I feel an inner, "WOO-HOO!" I can get in! He'll take me even if I'm all those awful things: unloving, doubting, bigotted, selfish, proud, irresponsible, a bad witness . . .

Maybe you're thinking, "Yeah, but that's a pretty pathetic aim." I'm thinking that too, and truly, that would be a pathetic use of the life Jesus offers. Like winning a shopping spree and spending it on those quarter turnstyles at the front of the grocery store for handfuls of Skittles. But . . . sometimes I think, "I can't possibly be in." I've even gotten the feeling that others are thinking of me, "She can't possibly be in." I've thought, "X will probably never get in."

But the retrobate can get in. I just feel some freedom. "I'm in!"

And I feel some hope, "Maybe they'll get in!"

And some inspiration, "This guy's amazing; He knows I'm not and He still wants to hang out with me. I want to hang out with Him, too. 'Lord, then wash not only my feet, but also my hands and my head.'"

Monday, February 4, 2008

Daily devotions

Daily devotions.

I wish I could extract the meaning of the cliché from my mind and re-build from just the base words that compose it. If “daily devotions” weren’t a cliché, I would be astounded when someone asked, "How are your daily devotions going?” I recognize that the church has used the term "devotion" for hundreds of years; I just can’t forthrightly use it to describe what I do.

I understand the cliché to mean:
Daily:
- reading one's Bible
- praying
- writing in a journal to God or about godly things
And, like a skeleton with the above appendages dangling from the logical places, is the teaching I have heard every teacher espouse when discoursing on the topic: There is real merit in doing these things with little to no heart behind them. One day your heart will catch up with your practices.

Okay.
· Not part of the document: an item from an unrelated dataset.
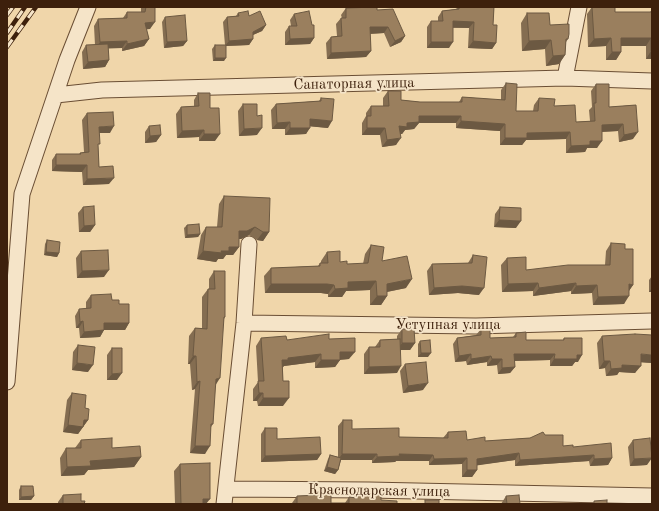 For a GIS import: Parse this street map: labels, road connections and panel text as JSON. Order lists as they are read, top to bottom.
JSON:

I buy that. I think the principle, "Do what you can and trust God to bring you spiritual life" is good. I just don't think the term "daily devotions" fits that definition. What I just described would be better called, "daily check-in" or "daily timecard" or "daily practice."

"Devotion" is just the wrong word. If a lover says to her beloved, "I am devoted to you," I don't think she means, "I'll pick up the mail." "I'll change the oil in your car." "I'll wash your dishes."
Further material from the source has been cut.